Although Wander is not out there getting his hands as dirty as Ludlow's, he is fully behind doing whatever it takes to bring down the bad guys. Minutes after Ludlow's sketchy takedown in Korea Town, Captain Wander beams with pride and tells him that what he has done is perfect. But when the takedown is quickly followed by the promise of Wander's promotion, we also see that even though Wander may take satisfaction in bringing justice to those who deserve it, the position of power it gives him above those whose evils he has exposed is also something he wears like a crown. And in a world where all of us have sins, secrets, and parts of our lives that are dirty, let's just say that Wander's hunger realizes that even more powerful than exposing people's sins is charging to keep them hidden.

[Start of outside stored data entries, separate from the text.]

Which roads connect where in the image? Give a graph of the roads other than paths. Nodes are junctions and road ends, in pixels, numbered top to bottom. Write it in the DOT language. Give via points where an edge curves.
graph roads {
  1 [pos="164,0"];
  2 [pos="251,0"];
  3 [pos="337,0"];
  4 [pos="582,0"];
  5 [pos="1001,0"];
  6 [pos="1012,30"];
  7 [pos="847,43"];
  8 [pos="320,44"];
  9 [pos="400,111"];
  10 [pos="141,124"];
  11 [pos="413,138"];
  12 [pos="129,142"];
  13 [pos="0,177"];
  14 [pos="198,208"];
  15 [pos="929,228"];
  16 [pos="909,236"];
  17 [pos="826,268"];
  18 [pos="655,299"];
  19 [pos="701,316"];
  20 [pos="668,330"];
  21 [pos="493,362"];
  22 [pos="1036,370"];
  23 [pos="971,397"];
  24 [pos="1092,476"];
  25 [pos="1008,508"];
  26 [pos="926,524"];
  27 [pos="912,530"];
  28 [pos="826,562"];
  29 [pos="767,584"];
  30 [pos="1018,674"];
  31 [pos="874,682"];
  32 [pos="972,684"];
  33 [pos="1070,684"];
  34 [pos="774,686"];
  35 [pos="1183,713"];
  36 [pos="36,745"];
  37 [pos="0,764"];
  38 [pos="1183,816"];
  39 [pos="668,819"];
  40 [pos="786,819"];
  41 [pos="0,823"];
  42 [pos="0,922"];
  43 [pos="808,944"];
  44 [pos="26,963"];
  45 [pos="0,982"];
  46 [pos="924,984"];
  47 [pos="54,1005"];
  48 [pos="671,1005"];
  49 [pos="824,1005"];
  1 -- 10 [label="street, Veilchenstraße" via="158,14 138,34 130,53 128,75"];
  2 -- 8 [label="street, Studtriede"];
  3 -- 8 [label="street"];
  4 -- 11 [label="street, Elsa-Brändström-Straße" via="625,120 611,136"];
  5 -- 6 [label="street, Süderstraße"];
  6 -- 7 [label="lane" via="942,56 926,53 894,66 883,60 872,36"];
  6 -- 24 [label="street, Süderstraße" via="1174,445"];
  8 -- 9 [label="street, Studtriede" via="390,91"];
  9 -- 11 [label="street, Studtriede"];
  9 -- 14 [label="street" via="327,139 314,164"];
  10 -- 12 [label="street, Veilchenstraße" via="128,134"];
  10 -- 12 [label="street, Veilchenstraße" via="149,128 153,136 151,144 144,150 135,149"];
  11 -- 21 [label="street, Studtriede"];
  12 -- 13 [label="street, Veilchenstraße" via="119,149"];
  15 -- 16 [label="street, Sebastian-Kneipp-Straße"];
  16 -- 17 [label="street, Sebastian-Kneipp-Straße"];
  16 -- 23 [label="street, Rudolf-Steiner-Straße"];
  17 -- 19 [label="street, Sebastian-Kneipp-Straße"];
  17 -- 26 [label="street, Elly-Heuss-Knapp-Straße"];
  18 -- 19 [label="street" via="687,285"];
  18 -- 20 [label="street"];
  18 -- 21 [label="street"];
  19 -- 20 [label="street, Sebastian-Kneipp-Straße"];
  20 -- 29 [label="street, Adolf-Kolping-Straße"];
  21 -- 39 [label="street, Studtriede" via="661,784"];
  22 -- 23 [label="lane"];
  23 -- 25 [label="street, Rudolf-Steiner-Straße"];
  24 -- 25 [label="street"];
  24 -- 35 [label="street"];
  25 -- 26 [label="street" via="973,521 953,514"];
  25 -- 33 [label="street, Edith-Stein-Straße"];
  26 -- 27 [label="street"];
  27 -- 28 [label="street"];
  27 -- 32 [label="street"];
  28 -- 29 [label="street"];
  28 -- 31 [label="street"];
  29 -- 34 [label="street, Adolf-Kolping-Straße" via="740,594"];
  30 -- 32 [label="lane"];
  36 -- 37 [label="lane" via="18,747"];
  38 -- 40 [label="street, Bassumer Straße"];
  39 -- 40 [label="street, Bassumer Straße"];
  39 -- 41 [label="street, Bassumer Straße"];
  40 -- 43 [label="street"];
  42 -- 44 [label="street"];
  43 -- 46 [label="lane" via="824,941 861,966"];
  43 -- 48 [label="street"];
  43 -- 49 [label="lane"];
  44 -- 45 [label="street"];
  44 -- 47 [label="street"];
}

Between Ludlow's gun-slinging action that covers the screen in blood and Wander's secretive dealings that we know are hidden behind almost every scene, we see two very different responses to evil that tell us that there is pretty much no good end to be found. In a world ruled by Ludlow, doing wrong means death. Period. No negotiating. In world ruled by Wander, failing to do right means living forever in debt to whoever holds our wrong in their hands. We may not have to die, but we will most definitely pay the price. Again and again and again. In a world of bad, the only answer seems to be more bad.

But as Ludlow's "girlfriend" Grace (Martha Higareda) tells him, bad can lead to good. And whether you agree that Ludlow's actions have actually done more to open the door for good than simply fill the world with more bad, that is the idea with which the movie ends. To get rid of the bad was ugly. It did require death. But as Hugh Laurie's very House-like internal affairs officer tells Ludlow at the end, that was the plan. "Once your eyes were open," he tells Ludlow, "there was no other outcome."

And so is the nature of sin. Although it is everywhere, its existence is not one of harmony. To tolerate it is to allow evil to grow. To hide it or ignore it is to give it and anyone who might hold it over our heads more and more power over our lives every single day. But thankfully, God has offered us freedom from its power that requires neither our death nor our debt. By dying himself, he died in our place. By giving his life as an offering, he paid every debt we could ever incur. And reaching down from the highest position possible to the lowest, he proved that the only power he is concerned with is that which he might give us through the gift of his freedom.